**WHAT IS NEEDED**
Work out how many lines in the data below include "улица", then reply with that number only.
══ DATA
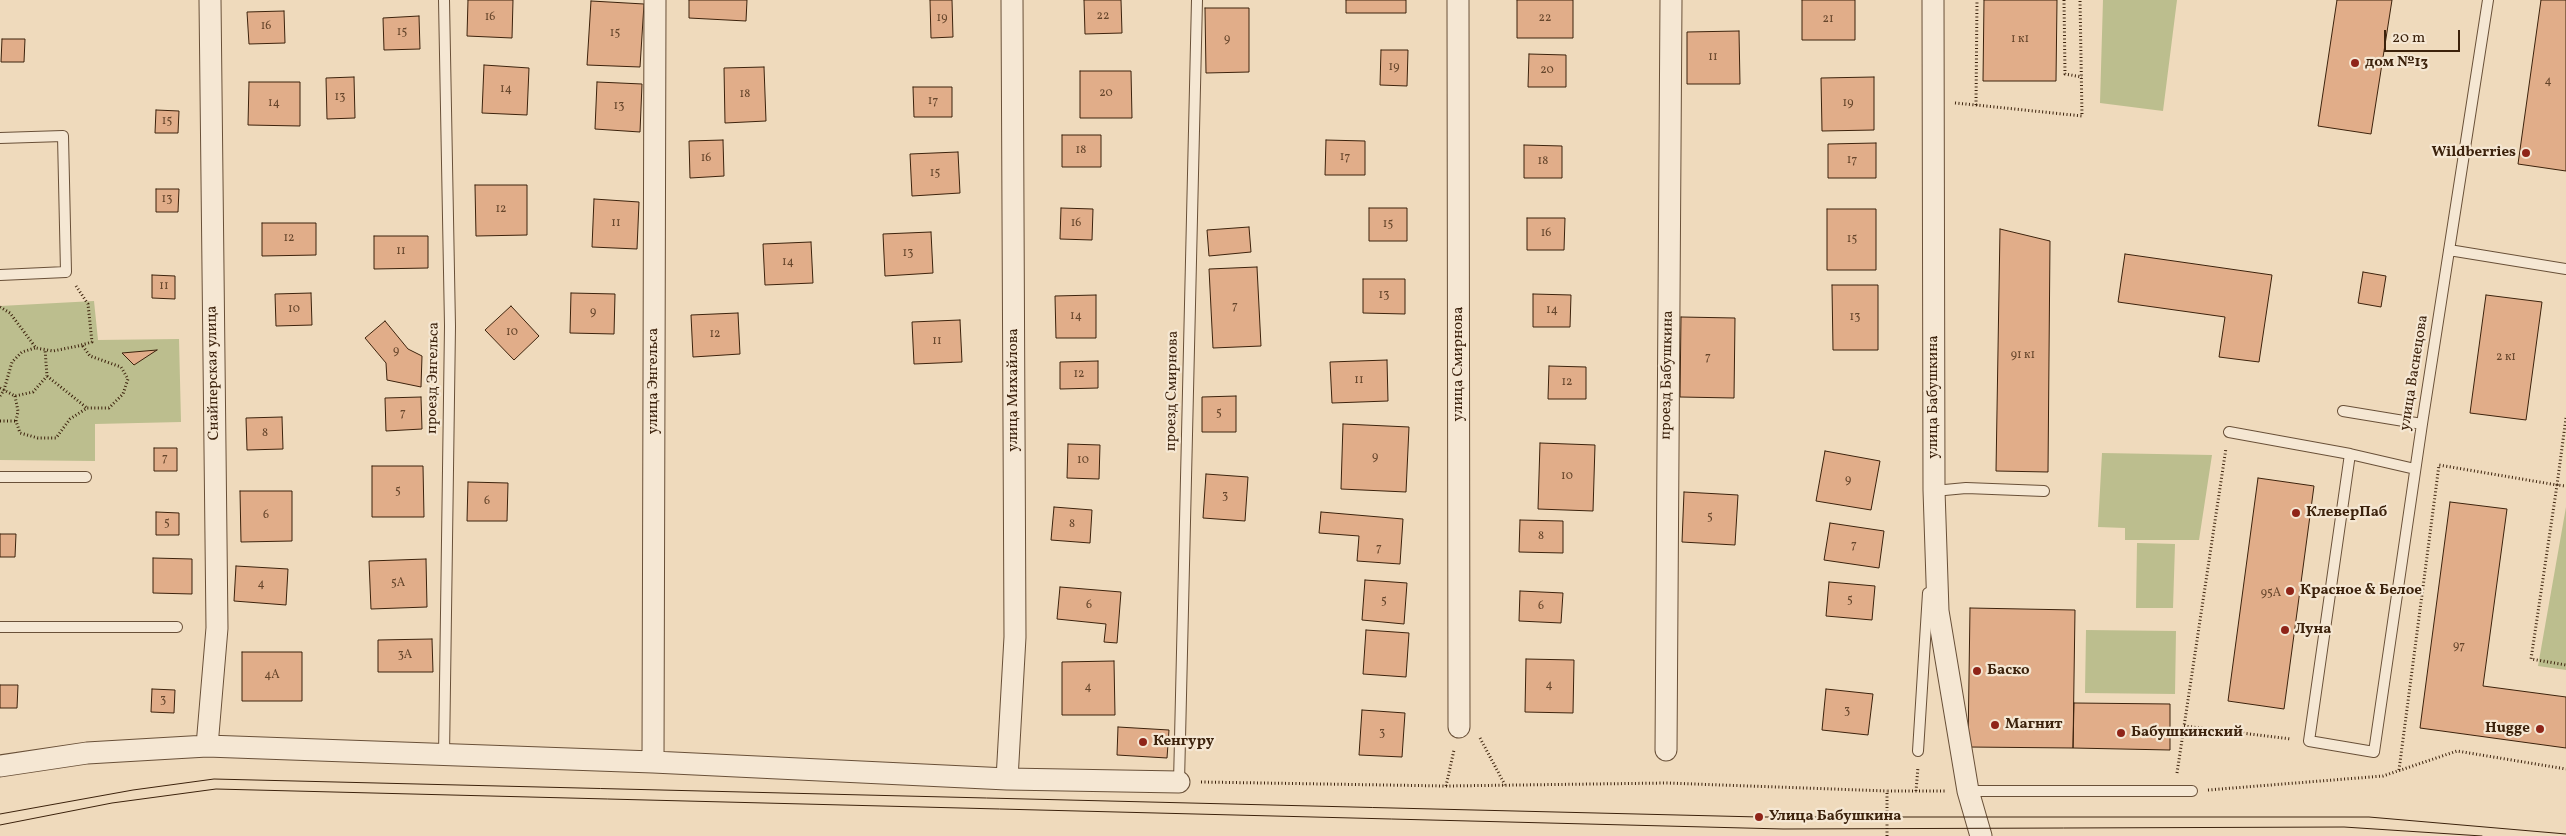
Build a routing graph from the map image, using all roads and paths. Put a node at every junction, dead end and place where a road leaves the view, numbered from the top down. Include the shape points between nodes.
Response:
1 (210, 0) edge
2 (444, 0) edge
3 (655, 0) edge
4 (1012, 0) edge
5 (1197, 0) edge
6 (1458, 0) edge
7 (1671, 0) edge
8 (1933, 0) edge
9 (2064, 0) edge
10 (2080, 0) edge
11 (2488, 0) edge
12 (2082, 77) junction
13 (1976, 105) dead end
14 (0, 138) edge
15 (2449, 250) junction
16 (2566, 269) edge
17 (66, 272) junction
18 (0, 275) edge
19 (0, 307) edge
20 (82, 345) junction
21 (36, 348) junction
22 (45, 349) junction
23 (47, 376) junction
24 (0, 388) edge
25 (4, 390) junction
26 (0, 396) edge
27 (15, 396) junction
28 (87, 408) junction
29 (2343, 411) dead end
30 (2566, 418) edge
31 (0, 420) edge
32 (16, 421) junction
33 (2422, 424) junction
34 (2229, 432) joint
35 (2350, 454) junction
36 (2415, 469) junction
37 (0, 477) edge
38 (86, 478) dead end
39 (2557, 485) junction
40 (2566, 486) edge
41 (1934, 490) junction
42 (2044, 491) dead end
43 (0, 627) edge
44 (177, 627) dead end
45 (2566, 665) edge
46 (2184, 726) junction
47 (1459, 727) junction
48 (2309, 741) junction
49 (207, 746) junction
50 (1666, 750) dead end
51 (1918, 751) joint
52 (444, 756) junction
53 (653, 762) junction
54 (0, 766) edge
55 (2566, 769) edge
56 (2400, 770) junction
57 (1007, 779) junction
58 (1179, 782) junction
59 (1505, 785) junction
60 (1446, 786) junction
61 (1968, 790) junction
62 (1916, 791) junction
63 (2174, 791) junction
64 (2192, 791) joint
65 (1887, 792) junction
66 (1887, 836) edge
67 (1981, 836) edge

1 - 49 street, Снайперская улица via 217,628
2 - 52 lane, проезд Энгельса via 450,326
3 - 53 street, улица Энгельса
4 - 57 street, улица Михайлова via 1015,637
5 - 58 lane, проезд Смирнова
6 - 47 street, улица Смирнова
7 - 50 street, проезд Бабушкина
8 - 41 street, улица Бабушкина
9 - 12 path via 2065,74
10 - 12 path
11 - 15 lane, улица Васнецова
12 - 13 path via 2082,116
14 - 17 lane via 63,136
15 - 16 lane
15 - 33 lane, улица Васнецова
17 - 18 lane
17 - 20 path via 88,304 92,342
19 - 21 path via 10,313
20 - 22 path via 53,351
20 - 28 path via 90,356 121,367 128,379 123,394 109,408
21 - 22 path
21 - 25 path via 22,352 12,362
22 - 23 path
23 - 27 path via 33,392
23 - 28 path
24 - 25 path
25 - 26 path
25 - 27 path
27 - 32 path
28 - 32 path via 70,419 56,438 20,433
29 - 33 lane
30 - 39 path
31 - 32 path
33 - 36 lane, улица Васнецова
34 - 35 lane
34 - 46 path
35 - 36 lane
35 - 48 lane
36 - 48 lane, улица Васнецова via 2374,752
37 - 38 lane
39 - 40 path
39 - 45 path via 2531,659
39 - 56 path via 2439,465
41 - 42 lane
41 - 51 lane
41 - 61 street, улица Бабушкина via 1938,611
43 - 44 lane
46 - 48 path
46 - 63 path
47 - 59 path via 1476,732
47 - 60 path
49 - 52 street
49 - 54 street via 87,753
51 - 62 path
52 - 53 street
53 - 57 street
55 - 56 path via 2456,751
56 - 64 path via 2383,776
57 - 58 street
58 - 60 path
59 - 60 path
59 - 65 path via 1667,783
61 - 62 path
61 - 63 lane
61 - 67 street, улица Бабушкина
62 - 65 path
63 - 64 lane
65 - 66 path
════
**TASK RESULT**
11